Если даже антархи совершили великий грех, позволив Гринсвельду похитить маттенсаи, они заплатили сполна, принеся неисчислимые жертвы — и она, Таона, равно как и Ванкрид, ничего больше не были им должны. У них и так отняли все, что они имели. Кроме жизни. Но вот это она не собиралась уступать ни богам, ни демонам, ни кому бы то ни было.
В отличие от нее, мальчик продолжал возносить молитвы. В нем проснулся пророческий дар. Его посещали видения настолько отчетливые, что Ванкрид не отличал их порой от реальности, и, и вещие сны.
Он в подробностях описал Таоне человека, который теперь владел маттенсаи, а позже и второго, являвшегося его спутником.
«Первый — великий герой, — пояснял мальчик, — а другой — наш брат, похожий на нас, хотя и не антарх, и глаза у него не голубые, а зеленые. Оба они сильны, как древние атланты, и не ведают страха… хотя они люди, и они смертны, но для них превыше всего — честь и долг… Они знают о нас и о том, что мы живы, и спешат, чтобы помочь нам и Хаагену. Кровь зеленоглазого помнит первый Хааген…»
«Какой еще первый? — нахмурилась девочка. — Я знаю только один».
— «Был и другой, давно… — словно в трансе, проговорил Ванкрид. — Очень давно! Все забыли. Он далеко… из него вышли антархи, и не только антархи, и…»
«Антархи — потомки Асвельна, — решительно возразила Таона. — Это было известно каждому! Ты сам все забыл».
Ванкрид не стал с нею спорить.

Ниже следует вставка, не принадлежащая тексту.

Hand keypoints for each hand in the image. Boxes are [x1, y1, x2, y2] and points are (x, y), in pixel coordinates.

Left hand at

Если женщина решила поставить на своем, лишь глупец унизиться до того, чтобы понапрасну сотрясать воздух, пытаясь ее переубедить.
Невероятная же юность Ванкрида с глупостью ничего общего не имела, поэтому он попросту предпочел до срока не возвращаться к этой теме.

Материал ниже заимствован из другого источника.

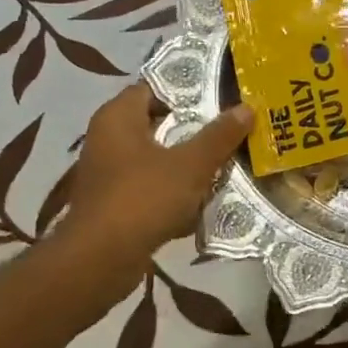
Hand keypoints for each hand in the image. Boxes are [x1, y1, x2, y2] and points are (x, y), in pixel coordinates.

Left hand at [61, 85, 252, 251]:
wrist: (101, 259)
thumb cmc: (143, 198)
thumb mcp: (190, 165)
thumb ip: (219, 136)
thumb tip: (246, 108)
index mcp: (118, 118)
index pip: (154, 87)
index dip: (188, 89)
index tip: (222, 94)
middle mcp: (108, 139)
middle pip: (159, 123)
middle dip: (195, 128)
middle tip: (232, 127)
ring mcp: (110, 173)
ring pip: (158, 158)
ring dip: (189, 162)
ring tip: (227, 161)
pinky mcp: (116, 203)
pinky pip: (153, 187)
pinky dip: (177, 190)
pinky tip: (205, 200)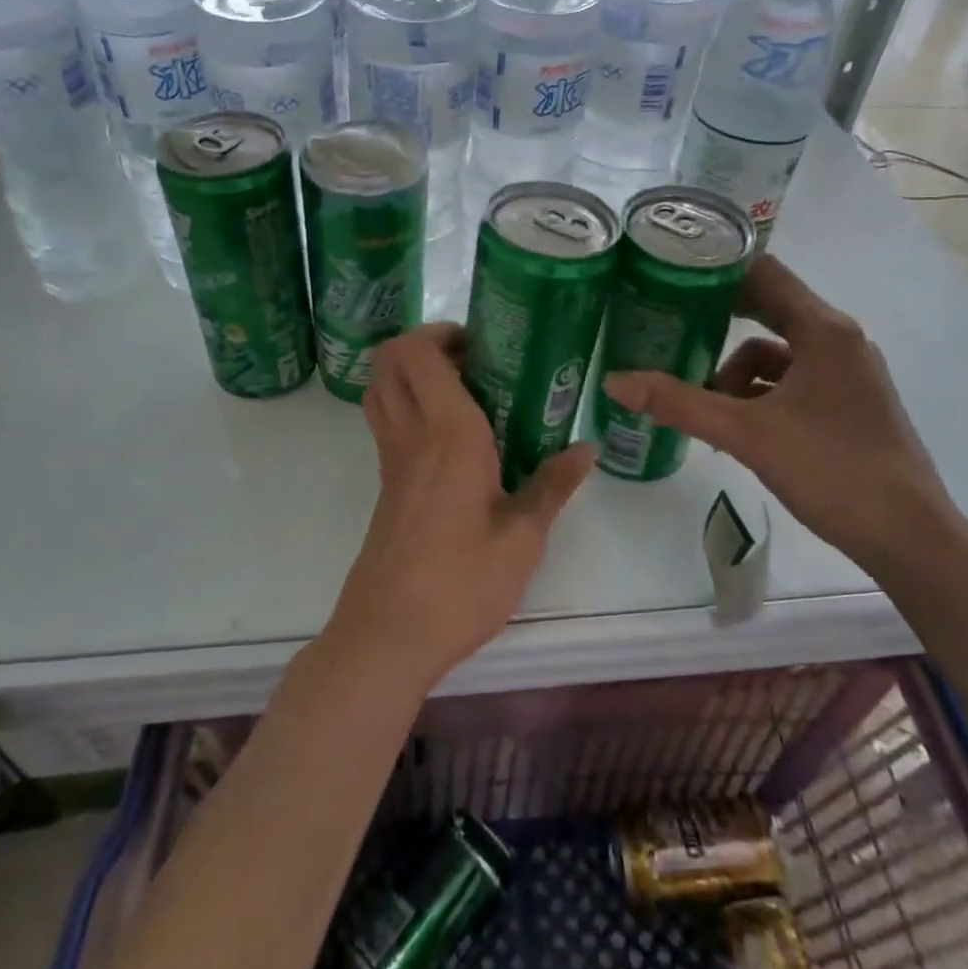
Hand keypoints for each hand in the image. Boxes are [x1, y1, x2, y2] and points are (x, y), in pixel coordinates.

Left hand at [326, 323, 595, 689]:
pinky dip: (408, 406)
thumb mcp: (522, 537)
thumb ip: (553, 485)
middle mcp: (410, 434)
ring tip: (462, 391)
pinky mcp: (386, 484)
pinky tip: (452, 438)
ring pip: (381, 389)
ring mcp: (391, 459)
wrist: (389, 634)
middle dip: (423, 344)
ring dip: (411, 374)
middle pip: (389, 361)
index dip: (441, 333)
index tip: (482, 344)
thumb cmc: (461, 582)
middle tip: (472, 361)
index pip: (419, 354)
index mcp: (447, 433)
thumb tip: (587, 448)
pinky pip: (387, 422)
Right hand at [603, 257, 960, 570]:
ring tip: (705, 402)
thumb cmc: (832, 471)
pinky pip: (792, 379)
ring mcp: (848, 373)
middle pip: (769, 308)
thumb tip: (614, 381)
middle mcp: (839, 340)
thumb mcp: (745, 434)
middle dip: (718, 318)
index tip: (669, 270)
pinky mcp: (848, 402)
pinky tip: (737, 424)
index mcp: (824, 330)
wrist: (910, 538)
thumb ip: (678, 403)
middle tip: (669, 323)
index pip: (763, 273)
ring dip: (736, 370)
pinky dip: (760, 393)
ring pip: (777, 351)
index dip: (716, 267)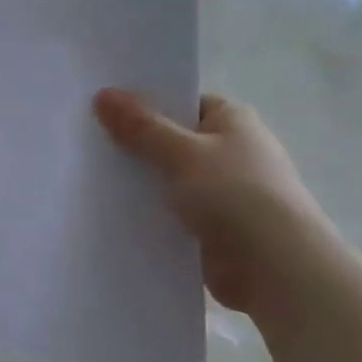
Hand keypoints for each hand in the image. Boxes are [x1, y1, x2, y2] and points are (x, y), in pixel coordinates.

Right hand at [94, 88, 335, 313]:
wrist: (276, 268)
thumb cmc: (234, 195)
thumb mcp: (181, 153)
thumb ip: (140, 126)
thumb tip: (104, 93)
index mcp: (231, 120)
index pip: (181, 102)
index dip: (143, 103)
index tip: (100, 108)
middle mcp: (230, 151)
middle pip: (171, 141)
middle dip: (135, 145)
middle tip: (84, 142)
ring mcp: (223, 192)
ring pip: (169, 180)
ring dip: (140, 183)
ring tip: (87, 178)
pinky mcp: (213, 228)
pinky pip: (172, 213)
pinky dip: (150, 214)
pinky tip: (112, 215)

Таона хранила саму жизнь, Ванкрид — ее дух, смысл и суть, делая то, что и положено женщине и мужчине. Она уже в десять зим была колдуньей; он, в двенадцать, пророком.
О таких людях через века доходят только легенды, слишком мало общего имеющие с реальностью и наделяющие слабых людей невиданными способностями… Нет, они не могли бы голыми руками разорвать пасть внезапно напавшему хищнику или выжить после прямого попадания молнии.